ScioSense englobe les capteurs de gaz mais aussi de pression, de flux et de données environnementales que l'autrichien ams a externalisés en 2019.
Le ZMOD4410 délivre en sortie des indices de concentration de gaz VOC et une estimation eCO de la présence de 2 dioxyde de carbone. Comme chez ScioSense, les éléments sensibles sont des structures métal-oxide micro-usinées dont la résistance est modifiée par la présence de certains composés gazeux. Le ZMOD4410 se distingue par sa programmabilité : concrètement, il est possible de mettre à jour son firmware pour répondre à tel ou tel standard ou pour effectuer des mesures sélectives (concernant par exemple les composés soufrés ou les odeurs désagréables) au moyen d'algorithmes basés sur l'intelligence artificielle et disponibles auprès du japonais. La résolution de la conversion analogique-numérique est également ajustable jusqu'à 16 bits, afin de privilégier la précision ou la rapidité des mesures.
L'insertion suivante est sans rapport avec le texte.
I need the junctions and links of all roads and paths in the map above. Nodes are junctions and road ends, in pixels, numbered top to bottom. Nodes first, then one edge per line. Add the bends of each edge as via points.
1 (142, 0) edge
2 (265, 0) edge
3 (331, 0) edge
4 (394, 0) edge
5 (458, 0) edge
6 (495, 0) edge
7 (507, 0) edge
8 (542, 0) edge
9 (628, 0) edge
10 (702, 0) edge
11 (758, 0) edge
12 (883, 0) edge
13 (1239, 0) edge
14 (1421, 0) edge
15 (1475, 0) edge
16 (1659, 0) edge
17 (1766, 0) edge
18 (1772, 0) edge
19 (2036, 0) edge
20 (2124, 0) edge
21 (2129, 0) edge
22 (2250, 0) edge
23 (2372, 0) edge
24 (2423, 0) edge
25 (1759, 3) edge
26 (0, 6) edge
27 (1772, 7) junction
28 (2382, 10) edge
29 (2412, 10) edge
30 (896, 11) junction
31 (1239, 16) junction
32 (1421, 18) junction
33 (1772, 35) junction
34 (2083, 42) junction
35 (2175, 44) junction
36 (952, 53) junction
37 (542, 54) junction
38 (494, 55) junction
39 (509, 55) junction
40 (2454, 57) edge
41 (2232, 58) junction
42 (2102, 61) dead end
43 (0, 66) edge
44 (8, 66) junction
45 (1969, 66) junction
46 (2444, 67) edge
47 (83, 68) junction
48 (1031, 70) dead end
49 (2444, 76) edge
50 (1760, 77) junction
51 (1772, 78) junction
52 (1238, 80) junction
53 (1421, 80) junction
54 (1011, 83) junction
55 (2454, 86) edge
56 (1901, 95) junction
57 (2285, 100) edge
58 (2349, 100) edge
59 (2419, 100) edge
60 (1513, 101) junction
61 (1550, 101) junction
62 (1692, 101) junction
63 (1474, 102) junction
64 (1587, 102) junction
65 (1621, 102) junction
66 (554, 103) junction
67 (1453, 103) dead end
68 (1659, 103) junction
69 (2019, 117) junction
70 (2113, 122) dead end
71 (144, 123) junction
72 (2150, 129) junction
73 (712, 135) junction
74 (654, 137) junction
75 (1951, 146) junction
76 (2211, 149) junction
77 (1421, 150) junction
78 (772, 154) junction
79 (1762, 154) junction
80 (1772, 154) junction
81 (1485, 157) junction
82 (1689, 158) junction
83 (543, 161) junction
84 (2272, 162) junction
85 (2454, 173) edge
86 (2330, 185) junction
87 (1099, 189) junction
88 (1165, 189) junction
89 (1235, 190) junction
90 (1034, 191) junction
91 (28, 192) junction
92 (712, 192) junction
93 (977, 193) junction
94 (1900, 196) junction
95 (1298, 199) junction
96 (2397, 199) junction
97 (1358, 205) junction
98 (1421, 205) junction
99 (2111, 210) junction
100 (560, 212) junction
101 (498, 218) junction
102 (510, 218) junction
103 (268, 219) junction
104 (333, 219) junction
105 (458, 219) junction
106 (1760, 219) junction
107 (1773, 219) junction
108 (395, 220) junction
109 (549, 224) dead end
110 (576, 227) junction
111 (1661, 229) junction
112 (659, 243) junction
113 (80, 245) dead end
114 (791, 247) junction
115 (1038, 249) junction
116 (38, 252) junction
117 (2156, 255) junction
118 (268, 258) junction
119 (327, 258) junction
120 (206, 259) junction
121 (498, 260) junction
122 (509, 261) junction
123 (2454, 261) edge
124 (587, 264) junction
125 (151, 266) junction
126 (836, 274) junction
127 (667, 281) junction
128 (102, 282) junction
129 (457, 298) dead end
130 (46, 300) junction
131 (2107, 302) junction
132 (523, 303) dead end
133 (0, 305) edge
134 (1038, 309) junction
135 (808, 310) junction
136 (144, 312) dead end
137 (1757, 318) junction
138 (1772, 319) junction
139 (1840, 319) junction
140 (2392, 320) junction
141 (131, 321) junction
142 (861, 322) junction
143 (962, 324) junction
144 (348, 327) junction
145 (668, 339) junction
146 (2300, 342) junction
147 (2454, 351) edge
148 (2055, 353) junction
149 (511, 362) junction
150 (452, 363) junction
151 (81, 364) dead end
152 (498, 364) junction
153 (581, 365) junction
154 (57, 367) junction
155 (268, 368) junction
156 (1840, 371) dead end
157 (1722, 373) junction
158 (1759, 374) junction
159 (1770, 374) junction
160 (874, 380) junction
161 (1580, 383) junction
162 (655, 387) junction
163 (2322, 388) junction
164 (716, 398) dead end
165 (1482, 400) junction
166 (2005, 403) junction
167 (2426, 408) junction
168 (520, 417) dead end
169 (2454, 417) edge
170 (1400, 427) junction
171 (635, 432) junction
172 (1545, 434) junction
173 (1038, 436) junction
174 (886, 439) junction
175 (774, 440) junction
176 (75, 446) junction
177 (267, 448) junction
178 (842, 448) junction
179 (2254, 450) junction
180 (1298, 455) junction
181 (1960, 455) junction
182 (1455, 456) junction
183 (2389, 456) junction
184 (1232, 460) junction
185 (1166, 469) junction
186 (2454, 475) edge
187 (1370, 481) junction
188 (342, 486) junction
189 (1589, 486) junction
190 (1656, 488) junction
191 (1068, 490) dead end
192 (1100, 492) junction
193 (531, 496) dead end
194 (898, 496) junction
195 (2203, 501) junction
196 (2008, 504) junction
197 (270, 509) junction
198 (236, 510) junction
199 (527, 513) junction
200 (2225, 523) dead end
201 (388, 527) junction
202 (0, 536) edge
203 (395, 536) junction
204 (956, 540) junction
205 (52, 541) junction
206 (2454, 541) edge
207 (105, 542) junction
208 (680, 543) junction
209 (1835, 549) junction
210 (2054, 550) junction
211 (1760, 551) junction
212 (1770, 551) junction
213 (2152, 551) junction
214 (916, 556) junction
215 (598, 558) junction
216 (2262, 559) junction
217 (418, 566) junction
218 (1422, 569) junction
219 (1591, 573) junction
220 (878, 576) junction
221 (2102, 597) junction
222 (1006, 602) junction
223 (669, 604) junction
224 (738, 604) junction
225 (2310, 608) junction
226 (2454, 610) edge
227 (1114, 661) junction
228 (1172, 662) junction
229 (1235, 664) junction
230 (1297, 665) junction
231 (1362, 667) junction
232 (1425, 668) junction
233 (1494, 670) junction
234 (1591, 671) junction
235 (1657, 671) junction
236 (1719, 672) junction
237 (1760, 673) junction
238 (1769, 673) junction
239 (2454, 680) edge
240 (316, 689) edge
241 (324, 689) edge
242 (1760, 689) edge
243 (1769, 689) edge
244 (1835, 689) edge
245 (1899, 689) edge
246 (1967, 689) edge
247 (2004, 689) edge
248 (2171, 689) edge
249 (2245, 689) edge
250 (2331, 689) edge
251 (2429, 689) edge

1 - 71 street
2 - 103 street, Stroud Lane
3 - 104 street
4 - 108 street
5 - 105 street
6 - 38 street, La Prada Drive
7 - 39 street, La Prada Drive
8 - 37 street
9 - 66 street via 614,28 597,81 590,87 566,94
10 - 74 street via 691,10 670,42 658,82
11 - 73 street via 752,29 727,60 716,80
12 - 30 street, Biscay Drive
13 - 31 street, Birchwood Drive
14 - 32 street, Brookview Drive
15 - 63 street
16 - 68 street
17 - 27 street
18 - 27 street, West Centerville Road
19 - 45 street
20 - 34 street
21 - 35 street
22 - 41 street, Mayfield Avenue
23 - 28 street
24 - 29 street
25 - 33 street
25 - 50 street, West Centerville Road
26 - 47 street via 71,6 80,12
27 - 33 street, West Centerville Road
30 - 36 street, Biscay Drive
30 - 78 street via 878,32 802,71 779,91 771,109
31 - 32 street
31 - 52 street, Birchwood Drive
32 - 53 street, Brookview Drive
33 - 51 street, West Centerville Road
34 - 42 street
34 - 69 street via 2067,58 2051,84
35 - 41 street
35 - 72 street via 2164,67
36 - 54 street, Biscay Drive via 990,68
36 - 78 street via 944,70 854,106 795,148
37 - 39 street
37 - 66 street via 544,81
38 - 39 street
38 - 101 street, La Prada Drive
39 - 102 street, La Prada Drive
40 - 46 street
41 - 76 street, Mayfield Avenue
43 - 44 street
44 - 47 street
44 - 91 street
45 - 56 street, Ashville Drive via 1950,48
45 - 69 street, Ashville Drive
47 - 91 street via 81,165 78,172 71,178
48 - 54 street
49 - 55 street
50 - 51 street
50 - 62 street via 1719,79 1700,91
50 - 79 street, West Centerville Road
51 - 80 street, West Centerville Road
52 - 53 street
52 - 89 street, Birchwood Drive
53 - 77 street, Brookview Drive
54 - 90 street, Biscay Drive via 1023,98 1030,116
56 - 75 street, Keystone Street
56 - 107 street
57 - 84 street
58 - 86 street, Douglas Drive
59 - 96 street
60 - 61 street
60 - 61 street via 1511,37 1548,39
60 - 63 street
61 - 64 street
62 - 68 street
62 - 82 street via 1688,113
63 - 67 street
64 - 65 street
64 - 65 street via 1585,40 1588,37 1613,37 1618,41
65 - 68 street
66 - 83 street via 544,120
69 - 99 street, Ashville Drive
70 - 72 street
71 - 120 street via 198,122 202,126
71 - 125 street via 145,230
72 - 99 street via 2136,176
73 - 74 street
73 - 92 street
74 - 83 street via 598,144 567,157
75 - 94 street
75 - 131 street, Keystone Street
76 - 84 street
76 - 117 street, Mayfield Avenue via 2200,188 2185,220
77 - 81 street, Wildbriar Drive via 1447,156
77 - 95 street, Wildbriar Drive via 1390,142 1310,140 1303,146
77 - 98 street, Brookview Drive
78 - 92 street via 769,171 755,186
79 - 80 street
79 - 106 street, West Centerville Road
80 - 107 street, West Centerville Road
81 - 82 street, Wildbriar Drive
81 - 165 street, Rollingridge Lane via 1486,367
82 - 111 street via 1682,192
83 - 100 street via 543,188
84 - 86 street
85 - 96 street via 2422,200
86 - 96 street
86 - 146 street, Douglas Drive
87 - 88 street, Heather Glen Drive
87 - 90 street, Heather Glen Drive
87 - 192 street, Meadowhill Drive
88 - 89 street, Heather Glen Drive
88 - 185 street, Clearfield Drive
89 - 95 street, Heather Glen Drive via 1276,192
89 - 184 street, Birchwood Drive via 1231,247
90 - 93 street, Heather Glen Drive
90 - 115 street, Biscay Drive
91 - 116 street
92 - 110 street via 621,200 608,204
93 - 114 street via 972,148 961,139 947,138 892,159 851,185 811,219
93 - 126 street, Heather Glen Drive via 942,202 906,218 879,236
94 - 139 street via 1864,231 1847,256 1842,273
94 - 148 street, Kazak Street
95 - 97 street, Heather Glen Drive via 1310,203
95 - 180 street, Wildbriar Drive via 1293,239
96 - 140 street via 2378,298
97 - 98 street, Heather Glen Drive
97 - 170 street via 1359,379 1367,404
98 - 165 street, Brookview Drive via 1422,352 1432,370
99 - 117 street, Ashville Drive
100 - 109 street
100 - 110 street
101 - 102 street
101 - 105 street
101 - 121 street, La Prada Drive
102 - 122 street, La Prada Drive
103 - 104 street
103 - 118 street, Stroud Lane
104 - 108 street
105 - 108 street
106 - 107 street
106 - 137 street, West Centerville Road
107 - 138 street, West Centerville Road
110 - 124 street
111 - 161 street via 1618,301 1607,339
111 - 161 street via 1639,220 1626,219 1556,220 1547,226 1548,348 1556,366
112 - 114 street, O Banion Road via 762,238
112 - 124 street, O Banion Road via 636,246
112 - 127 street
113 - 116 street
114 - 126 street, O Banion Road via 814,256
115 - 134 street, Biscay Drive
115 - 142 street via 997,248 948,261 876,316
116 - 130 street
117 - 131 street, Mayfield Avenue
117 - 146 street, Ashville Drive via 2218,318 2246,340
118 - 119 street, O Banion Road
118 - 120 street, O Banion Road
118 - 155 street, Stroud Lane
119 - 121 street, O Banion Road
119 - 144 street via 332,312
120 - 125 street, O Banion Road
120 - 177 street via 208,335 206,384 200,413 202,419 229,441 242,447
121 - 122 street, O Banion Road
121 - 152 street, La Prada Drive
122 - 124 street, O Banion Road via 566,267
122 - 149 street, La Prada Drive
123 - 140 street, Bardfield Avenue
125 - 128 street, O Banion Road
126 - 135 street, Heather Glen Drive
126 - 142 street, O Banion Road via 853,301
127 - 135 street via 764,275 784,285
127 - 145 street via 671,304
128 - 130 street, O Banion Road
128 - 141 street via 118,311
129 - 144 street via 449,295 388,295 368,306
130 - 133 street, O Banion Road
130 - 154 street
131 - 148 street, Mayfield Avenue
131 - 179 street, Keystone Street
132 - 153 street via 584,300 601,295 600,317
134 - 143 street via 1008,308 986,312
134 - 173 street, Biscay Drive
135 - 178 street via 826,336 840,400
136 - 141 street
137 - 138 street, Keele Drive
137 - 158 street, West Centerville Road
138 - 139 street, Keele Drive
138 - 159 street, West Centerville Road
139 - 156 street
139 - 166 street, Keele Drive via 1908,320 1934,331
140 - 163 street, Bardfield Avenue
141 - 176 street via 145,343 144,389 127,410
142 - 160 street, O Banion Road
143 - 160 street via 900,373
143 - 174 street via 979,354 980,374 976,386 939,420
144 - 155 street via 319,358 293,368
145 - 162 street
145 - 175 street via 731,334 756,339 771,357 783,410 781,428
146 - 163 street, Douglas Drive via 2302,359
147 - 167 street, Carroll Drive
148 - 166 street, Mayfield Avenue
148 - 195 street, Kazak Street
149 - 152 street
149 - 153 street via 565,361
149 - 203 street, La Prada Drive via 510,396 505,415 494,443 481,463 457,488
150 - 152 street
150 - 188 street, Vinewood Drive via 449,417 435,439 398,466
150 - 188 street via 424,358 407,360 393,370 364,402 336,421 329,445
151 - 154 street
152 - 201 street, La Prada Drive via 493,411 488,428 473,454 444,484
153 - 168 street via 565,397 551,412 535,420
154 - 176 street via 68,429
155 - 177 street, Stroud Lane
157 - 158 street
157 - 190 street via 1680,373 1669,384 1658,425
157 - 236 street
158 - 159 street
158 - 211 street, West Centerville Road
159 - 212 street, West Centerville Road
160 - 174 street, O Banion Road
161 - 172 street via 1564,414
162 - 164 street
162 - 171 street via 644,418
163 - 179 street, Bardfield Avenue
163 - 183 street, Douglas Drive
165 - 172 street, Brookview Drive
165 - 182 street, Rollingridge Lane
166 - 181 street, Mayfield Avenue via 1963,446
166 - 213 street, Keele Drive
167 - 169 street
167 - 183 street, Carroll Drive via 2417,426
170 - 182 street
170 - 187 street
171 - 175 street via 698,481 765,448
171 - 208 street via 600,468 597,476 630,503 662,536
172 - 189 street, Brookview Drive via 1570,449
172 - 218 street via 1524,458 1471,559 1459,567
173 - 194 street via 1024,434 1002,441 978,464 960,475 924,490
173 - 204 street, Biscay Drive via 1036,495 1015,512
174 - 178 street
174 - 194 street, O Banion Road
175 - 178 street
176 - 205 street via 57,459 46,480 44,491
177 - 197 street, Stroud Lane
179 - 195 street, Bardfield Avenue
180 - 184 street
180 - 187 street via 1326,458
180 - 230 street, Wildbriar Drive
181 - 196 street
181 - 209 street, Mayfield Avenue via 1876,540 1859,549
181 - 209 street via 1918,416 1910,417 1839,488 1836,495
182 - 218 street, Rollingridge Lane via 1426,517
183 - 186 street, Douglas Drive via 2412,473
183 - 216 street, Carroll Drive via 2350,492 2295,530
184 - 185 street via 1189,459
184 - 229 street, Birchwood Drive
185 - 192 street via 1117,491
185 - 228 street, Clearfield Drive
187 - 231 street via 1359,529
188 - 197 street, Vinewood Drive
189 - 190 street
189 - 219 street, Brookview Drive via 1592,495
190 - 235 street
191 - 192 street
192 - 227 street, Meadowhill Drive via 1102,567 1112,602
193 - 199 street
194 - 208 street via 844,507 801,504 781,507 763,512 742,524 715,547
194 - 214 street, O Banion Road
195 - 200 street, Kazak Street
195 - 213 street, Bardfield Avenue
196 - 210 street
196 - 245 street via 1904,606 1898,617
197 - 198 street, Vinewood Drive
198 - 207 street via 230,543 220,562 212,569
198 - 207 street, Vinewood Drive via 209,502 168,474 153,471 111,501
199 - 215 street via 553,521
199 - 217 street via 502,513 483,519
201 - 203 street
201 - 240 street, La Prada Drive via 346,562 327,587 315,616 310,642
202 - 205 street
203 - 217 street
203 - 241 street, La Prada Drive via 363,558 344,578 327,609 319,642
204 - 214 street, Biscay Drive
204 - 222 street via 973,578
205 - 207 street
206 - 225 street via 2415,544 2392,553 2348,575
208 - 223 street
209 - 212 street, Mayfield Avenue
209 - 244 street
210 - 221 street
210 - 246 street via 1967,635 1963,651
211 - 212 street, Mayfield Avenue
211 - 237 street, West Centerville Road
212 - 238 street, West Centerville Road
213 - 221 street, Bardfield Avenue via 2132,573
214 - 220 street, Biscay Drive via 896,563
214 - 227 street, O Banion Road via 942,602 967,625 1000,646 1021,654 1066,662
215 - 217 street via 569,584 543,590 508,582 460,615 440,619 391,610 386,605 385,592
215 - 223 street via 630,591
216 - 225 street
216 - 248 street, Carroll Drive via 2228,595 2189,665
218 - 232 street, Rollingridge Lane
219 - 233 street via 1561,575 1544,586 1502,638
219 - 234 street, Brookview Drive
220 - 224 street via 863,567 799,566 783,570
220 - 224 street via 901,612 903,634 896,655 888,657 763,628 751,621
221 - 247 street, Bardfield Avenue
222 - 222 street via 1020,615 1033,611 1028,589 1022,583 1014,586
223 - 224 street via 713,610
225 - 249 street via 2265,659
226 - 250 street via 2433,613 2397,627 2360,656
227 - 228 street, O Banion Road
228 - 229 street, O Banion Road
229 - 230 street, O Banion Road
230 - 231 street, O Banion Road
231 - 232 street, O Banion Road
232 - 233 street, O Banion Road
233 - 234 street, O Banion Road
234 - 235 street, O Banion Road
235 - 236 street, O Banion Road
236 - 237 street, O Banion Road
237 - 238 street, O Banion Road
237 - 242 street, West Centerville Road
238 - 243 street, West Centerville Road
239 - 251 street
Également présent sur ce marché, le suisse Sensirion a récemment lancé le SGP40, un détecteur de composés VOC destiné lui aussi à la mesure de la qualité de l'air en intérieur et basé, comme les modèles de ScioSense et Renesas, sur des éléments sensibles métal-oxide. Le SGP40 délivre des données brutes numérisées sur 16 bits ainsi qu'un indice de qualité de l'air VOC via une interface I²C. L'indice est obtenu grâce à un algorithme embarqué d'analyse des composés organiques volatils avec compensation en température et en humidité. Il s'agit de la seconde génération de capteurs de qualité d'air chez Sensirion : pour l'occasion, le suisse a amélioré plusieurs caractéristiques, par exemple la consommation typique (2,6 mA/6 MW) et la variation d'une puce à l'autre.